In a separate, brief concurrence, Justice Ruth Bader Ginsburg, joined by Justices Stephen Breyer and Elena Kagan, explained that she decided to join the chief justice’s opinion because it is still “incumbent upon the defendant to show the absence of price impact” and that permitting defendants to do so “should impose no heavy toll on securities-fraud plaintiffs with tenable claims.”


The Supreme Court’s decision in Halliburton II requires that companies be given a chance to end a securities fraud lawsuit at the class-certification stage by showing that that the alleged misrepresentation or its correction did not actually result in a decline or rise in the company’s stock price. Consequently, Halliburton II allows trial courts to deny certain class certification motions that they would have granted in the past. For example, in a Third Circuit case, In re Merck & Co. Securities Litigation, 432 F.3d 261 (3d Cir. 2005), Merck allegedly misstated revenues associated with a subsidiary, but eventually corrected those miscalculations in a later SEC filing. Because there was no demonstrable market impact around the time of that filing, the Third Circuit ruled on summary judgment that the market’s lack of reaction established that there was no securities fraud as a matter of law. Cases like Merck may now be resolved at the class certification stage.

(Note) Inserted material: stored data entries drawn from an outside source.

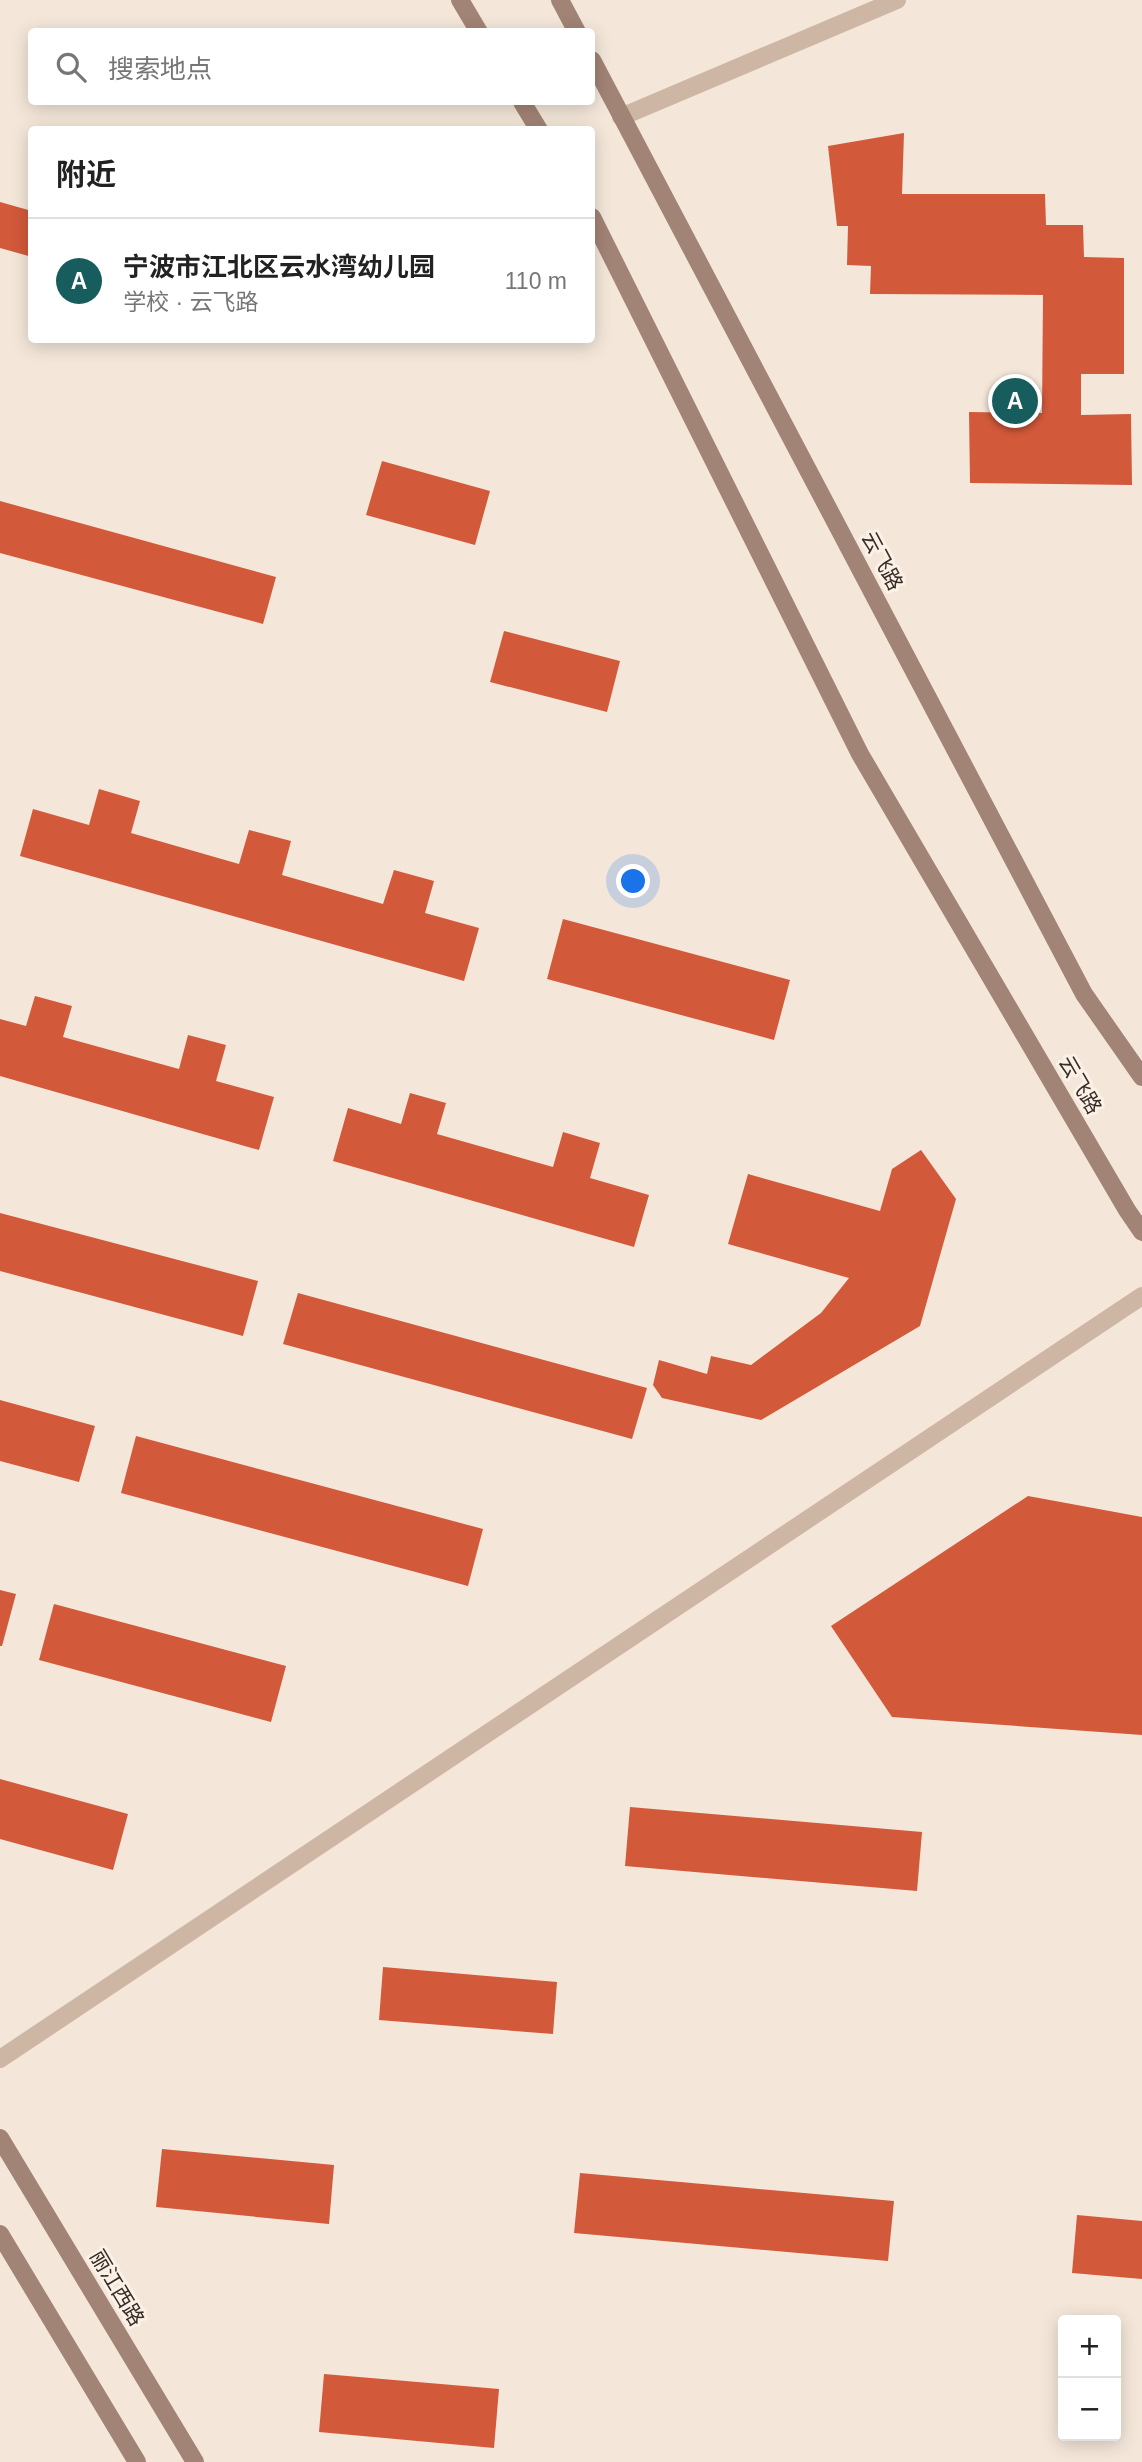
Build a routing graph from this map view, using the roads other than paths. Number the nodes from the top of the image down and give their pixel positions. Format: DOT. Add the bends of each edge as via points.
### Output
graph roads {
  1 [pos="460,0"];
  2 [pos="560,0"];
  3 [pos="897,0"];
  4 [pos="477,28"];
  5 [pos="575,28"];
  6 [pos="595,66"];
  7 [pos="524,105"];
  8 [pos="621,117"];
  9 [pos="537,126"];
  10 [pos="595,223"];
  11 [pos="1142,1077"];
  12 [pos="1142,1232"];
  13 [pos="1142,1296"];
  14 [pos="0,2059"];
  15 [pos="0,2138"];
  16 [pos="0,2234"];
  17 [pos="137,2462"];
  18 [pos="195,2462"];
  1 -- 4 [label="main road"];
  2 -- 5 [label="main road"];
  3 -- 8 [label="street"];
  6 -- 8 [label="main road, 云飞路"];
  7 -- 9 [label="main road"];
  8 -- 11 [label="main road, 云飞路" via="1084,994"];
  10 -- 12 [label="main road, 云飞路" via="860,754"];
  13 -- 14 [label="street"];
  15 -- 18 [label="main road, 丽江西路"];
  16 -- 17 [label="main road"];
}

Halliburton II leaves a number of issues for the lower courts to determine at the class certification stage. Lower courts will undoubtedly confront mini-expert discovery battles about how to interpret event studies and what types of economic opinions the parties may use. The Court’s Halliburton II opinion, however, provides no guidance regarding the sufficiency of evidence defendants must provide in order to rebut the Basic presumption. Such logistical issues will likely vary depending on the lower courts’ local rules and the standard practices of the judges hearing these cases, which, of course, will be subject to interpretation by the courts of appeals.

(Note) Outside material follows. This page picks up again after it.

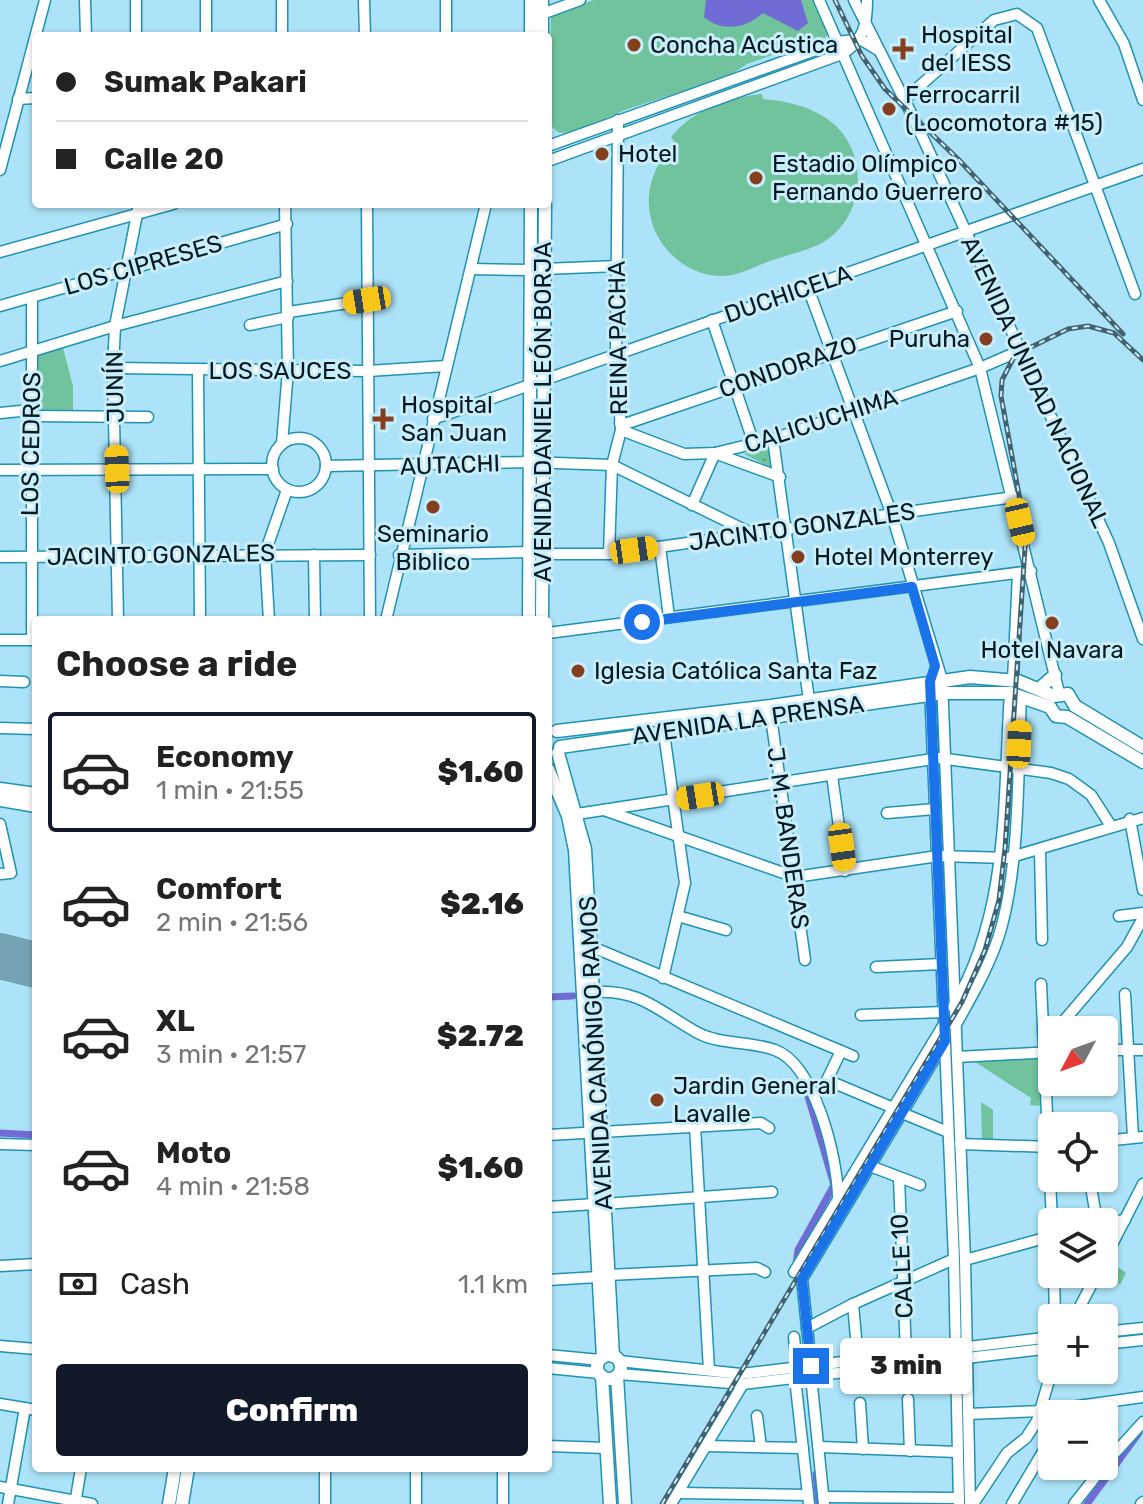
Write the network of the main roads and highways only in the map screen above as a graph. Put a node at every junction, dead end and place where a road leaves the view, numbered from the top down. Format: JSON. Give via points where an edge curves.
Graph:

Another consequence of the Court’s Halliburton II decision is that it may affect the way these cases are pleaded. Securities fraud cases brought under Section 10(b) of the Exchange Act and Rule 10b-5(b) are based on affirmative misrepresentations, omissions, or some combination of the two. Whether the Basic presumption applies to a fraud theory based on omissions is an unsettled question, since a plaintiff arguably cannot be aware of information that he alleges the defendant company unlawfully withheld. To avoid the procedural hurdles presented by Halliburton II, plaintiff attorneys may try to disguise affirmative misrepresentation cases as omissions cases. Such pleading tactics likely will be hotly contested at both the motion-to-dismiss and class-certification stages.

It remains to be seen whether these new pre-merits battles will outweigh their costs, result in victories for defendant companies, impact settlement amounts, or provide a disincentive to securities plaintiffs and their attorneys in bringing these suits. In the meantime, Halliburton II should be viewed as a compromise: It preserves the ability of investors to bring these cases, but it also provides defendants with a new, meaningful opportunity to defeat them before incurring the significant costs of summary judgment briefing and trial.


1 Pepper Hamilton LLP has detailed issues in the case in progress in a previous article, “Fraud-on-the-Market Presumption of Reliance May Be Overruled” (on December 5, 2013, available at http://www.pepperlaw.com/publications_article.aspx?ArticleKey=2805) and our Client Alert, “Justices Signal Interest in Middle-Ground Approach to Adjusting Fraud-on-the-Market Presumption” (on March 10, 2014, available at http://www.pepperlaw.com/publications_update.aspx?ArticleKey=2874).


DISCLAIMER: Because of the generality of this update, the information provided herein may not be applicable in all situations and should not be acted upon without specific legal advice based on particular situations.